Republic moved for dismissal on limitations grounds arguing that N.J.S.A. 34:15-41 absolutely bars compensation claims unless the petition is filed as prescribed by N.J.S.A. 34:15-51, and that N.J.S.A. 34:15-51, in turn, requires, except in circumstances not here relevant, that the claim petition be filed within two years after the date on which the accident occurred. Petitioner’s response was that it had paid benefits within the two-year period preceding the date of filing of the petition. *644Consequently it argued that the petition was timely pursuant to N.J.S.A. 39:6A-13.1, which extends the limitations period for filing an action for PIP benefits to two years after the last benefit payment.

We are satisfied that Judge Valeriani, in rejecting petitioner’s contention, correctly analyzed the statutory scheme both in terms of its express legislative provisions and the public policy choices they represent. The relationship between workers’ compensation benefits and PIP benefits has received considerable attention from our courts. That relationship proceeds from the recognition that the cost of PIP benefits is ultimately borne by the entire automobile-insurance buying public, whereas the cost of work-related accidents is ultimately borne only by the consumers of the products or services produced by the industry in which the accident occurs. The Legislature, as a matter of distributing these costs most fairly, has determined that the ultimate responsibility for personal injury losses sustained in work-related automobile accidents should be borne within the workers’ compensation system rather than within the automobile insurance system. The Legislature also has insisted that automobile accident victims be compensated for their economic losses as swiftly and expeditiously as possible. These two policies are accommodated by requiring the PIP carrier to respond as quickly as practicable to its coverage obligations, while reserving its right to obtain reimbursement from its insured’s employer in proceedings in the Workers’ Compensation Division, in which it may either intervene or initiate. See Lefkin v. Venturini 229 N.J.Super. 1, 12-13, 550 A.2d 985 (App.Div.1988). See also Speiser v. Harleysville Ins. Co., 237 N.J.Super. 507, 511, 568 A.2d 543 (App.Div.1990); Olivero by Olivero v. New Jersey Mfrs. Ins. Co., 199 N.J.Super. 191, 198, 488 A.2d 1071 (App.Div.1985); Aetna Cas. & Sur. Co. v. Para Mfg. Co., 176 N.J.Super. 532, 535-36, 424 A.2d 423 (App.Div.1980); Solimano v. Consolidated Mutual Ins. Co., 146 N.J.Super. 393, 397-98, 369 A.2d 1003 (Law Div.1977).

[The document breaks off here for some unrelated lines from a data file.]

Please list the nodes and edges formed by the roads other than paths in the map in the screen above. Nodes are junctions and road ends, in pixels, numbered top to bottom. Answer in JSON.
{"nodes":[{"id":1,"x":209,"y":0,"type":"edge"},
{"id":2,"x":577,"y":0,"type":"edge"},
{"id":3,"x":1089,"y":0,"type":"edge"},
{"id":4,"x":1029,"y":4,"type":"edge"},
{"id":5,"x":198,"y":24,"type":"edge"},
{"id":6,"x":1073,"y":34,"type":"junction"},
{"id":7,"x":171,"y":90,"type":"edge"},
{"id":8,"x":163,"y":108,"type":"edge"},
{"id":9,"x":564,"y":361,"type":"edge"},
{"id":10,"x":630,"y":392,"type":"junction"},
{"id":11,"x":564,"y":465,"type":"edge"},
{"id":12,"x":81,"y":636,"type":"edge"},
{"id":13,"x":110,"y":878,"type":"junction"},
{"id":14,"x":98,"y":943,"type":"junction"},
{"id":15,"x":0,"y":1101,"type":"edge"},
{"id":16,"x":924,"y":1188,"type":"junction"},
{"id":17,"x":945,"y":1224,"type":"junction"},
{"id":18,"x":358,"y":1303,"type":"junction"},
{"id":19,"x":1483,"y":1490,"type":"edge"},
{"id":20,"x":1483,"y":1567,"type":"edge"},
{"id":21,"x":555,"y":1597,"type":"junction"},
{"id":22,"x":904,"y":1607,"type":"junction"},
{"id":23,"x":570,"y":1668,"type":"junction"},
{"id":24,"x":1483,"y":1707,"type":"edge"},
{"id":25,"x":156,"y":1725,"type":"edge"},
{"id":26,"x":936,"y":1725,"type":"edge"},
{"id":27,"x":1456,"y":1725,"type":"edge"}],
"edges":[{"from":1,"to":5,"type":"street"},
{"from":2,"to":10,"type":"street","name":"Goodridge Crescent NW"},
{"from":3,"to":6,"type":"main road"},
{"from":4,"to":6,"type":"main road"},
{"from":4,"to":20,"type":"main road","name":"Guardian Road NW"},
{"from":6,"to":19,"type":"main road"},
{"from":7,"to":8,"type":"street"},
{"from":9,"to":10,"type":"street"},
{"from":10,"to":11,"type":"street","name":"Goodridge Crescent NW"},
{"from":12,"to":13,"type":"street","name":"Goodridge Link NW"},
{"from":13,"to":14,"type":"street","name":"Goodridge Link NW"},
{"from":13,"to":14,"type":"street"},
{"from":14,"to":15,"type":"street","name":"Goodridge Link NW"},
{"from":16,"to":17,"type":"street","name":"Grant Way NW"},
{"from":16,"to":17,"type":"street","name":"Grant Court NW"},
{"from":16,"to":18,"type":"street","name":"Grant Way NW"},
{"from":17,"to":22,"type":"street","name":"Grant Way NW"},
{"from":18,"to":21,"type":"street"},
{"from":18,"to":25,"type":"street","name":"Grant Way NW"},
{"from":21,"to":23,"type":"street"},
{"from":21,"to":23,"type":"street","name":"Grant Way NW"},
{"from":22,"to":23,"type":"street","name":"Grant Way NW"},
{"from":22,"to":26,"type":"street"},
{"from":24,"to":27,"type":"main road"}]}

*645When the PIP carrier makes a claim in workers’ compensation, it does so under principles of subrogation expressly recognized by N.J.S.A. 39:6A-6, which, as we said in Lefkin, supra, 229 N.J.Super, at 13, 550 A.2d 985, accords “the PIP carrier the derivative right to seek reimbursement from the employer ... of benefit payments which are primarily the employer’s responsibility.” In so doing, the carrier stands in the shoes of the employee. Thus, we concluded in Lefkin, “these rights of the PIP carrier vis-a-vis its insured’s employer are appropriately rights within the exclusive jurisdiction of the workers’ compensation court.” Id.

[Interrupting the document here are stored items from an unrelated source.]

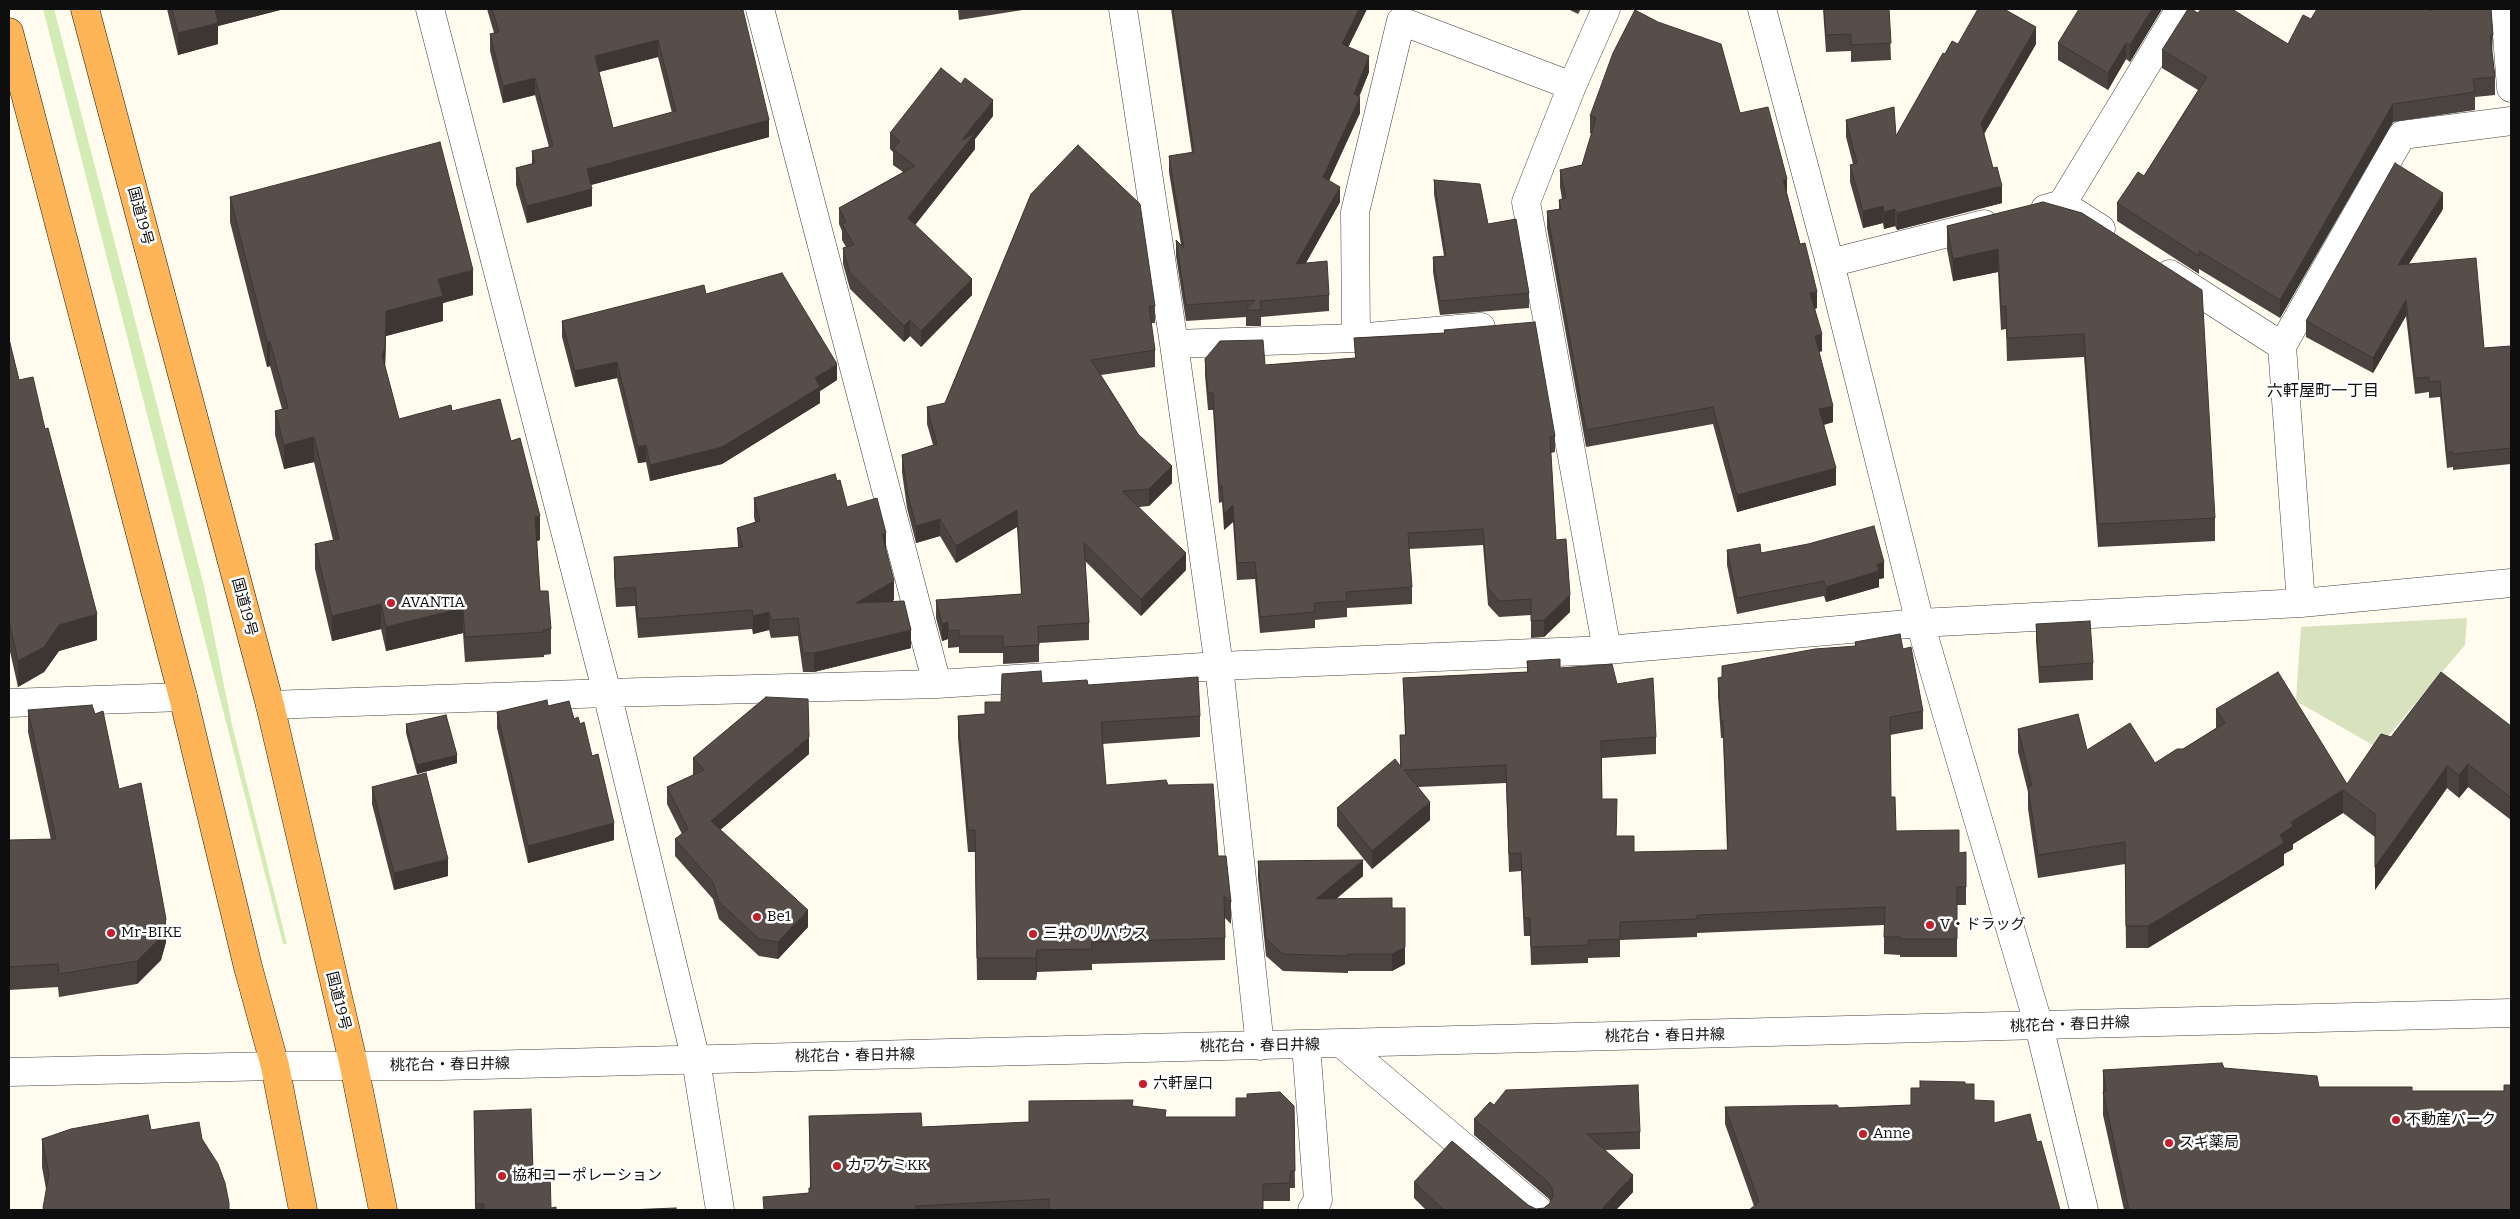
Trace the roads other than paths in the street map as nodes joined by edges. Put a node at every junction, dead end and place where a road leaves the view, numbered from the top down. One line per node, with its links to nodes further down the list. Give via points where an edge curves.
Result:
1 (85, 9): 30 (highway, 国道19号)
2 (430, 9): 27 (street)
3 (760, 9): 26 (street)
4 (1123, 9): 19 (street)
5 (1606, 9): 10 (street)
6 (1762, 9): 16 (street)
7 (2180, 9): 13 (street)
8 (2505, 9): 11 (street)
9 (9, 32): 28 (highway)
10 (1572, 86): 17 (street, via 1526,202); 18 (street, via 1401,21 1356,212)
11 (2511, 88)
12 (2511, 121): 20 (street, via 2402,135)
13 (2062, 204): 14 (street); 16 (street)
14 (2119, 241)
15 (2152, 262): 20 (street)
16 (1830, 263): 23 (street)
17 (1547, 322): 18 (street); 24 (street)
18 (1356, 338): 19 (street)
19 (1174, 344): 25 (street)
20 (2282, 346): 22 (street)
21 (2511, 583): 22 (street)
22 (2301, 604): 23 (street)
23 (1920, 623): 24 (street); 32 (street)
24 (1606, 650): 25 (street)
25 (1219, 666): 26 (street); 35 (street)
26 (937, 684): 27 (street)
27 (606, 692): 30 (street); 36 (street)
28 (183, 697): 29 (street); 37 (highway)
29 (9, 703)
30 (270, 705): 38 (highway, 国道19号)
31 (2511, 1013): 32 (street, 桃花台・春日井線)
32 (2039, 1026): 33 (street, 桃花台・春日井線); 45 (street)
33 (1342, 1044): 34 (street, 桃花台・春日井線); 44 (street)
34 (1306, 1045): 35 (street, 桃花台・春日井線); 40 (street)
35 (1260, 1046): 36 (street, 桃花台・春日井線)
36 (696, 1060): 38 (street, 桃花台・春日井線); 43 (street)
37 (275, 1066): 38 (street, 桃花台・春日井線); 39 (street, 桃花台・春日井線); 41 (highway)
38 (354, 1066): 42 (highway, 国道19号)
39 (9, 1072)
40 (1319, 1207)
41 (303, 1210)
42 (383, 1210)
43 (720, 1210)
44 (1538, 1210)
45 (2084, 1210)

From these principles, it necessarily follows that the PIP carrier who seeks relief in the Workers’ Compensation Division is subject to the same statute of limitations as its insured-employee is, and this is so whether its rights are construed as derivative or direct. In either event the PIP carrier, who must file a claim petition in order to assert its rights, is, literally, a claimant subject to the procedural as well as substantive process of the Division. We are also satisfied that N.J.S.A. 39:6A-13.1 is patently inapposite. By its incorporation of the references to N.J.S.A. 39:6A-4 (prescribing minimum required PIP benefits) and N.J.S.A. 39:6A-10 (defining additional optional benefits), it obviously applies only to suits by an injured person or decedent’s estate against the PIP carrier for recovery under the policy. Moreover, the extension of the statute of limitations to two years following the last payment of benefits is a protection for the insured, not the carrier, and has no relevance to any litigation other than a controversy between those two parties.

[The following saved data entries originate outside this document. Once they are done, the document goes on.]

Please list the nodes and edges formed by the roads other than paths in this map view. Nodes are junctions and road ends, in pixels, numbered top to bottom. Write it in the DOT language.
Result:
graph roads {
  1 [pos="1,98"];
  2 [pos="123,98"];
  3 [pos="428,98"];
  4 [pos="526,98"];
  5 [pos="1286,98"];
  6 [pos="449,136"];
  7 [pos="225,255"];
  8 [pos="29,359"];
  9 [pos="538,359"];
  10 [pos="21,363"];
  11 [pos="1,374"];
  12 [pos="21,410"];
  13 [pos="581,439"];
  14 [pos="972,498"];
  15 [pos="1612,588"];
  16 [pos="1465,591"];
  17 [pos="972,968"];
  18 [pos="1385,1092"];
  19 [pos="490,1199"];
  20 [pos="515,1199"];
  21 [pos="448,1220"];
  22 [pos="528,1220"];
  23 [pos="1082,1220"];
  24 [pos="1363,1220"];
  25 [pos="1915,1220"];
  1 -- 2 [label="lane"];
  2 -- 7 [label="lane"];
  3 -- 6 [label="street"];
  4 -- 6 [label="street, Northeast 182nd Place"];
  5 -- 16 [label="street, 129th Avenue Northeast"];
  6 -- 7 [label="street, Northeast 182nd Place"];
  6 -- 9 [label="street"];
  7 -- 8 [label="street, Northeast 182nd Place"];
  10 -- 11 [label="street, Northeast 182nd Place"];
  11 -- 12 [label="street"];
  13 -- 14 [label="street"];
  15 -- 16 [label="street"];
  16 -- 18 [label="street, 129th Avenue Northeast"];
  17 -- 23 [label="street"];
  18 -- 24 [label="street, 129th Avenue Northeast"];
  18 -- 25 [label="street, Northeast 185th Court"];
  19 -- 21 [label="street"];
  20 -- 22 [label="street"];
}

We also conclude that the applicability of N.J.S.A. 34:15-51 to the PIP carrier’s claim in compensation does not unfairly impinge upon the carrier’s right to obtain reimbursement from the employer and consequently, that it does not offend the reimbursement policy of N.J.S.A. 39:6A-6. Obviously, the PIP carrier has the resources and information it requires to investí*646gate each accident and to determine whether the insured was then employed and if so, by whom. Indeed, petitioner here does not assert that it was unaware of either the fact of Lippincott’s employment or the identity of her employers. All it did not know was the identity of the employer’s compensation carrier. But that gap in its knowledge did not prevent it from filing the petition. The petition after all names as party-respondent not the carrier but the employer. N.J.S.A. 34:15-52. Nor would petitioner’s lack of knowledge of the employer’s current address prevent the filing of the petition. That would affect only the service of the petition, and it is filing, not service, which protects against the running of the statute of limitations. See Ansede v. National Gypsum Co., 73 N.J. 444, 449, 375 A.2d 649 (1977). Consequently, we need not consider, as both the compensation judge and respondent suggest, whether or not a so-called John Doe complaint patterned upon R. 4:26-4 (fictitious names) was an option available to petitioner. It did not need that technique because it knew who the responsible party was. Nor need we, for that reason consider whether N.J.S.A. 34:15-51 permits any possibility of deferral of the accrual of the cause of action under the so-called discovery rule.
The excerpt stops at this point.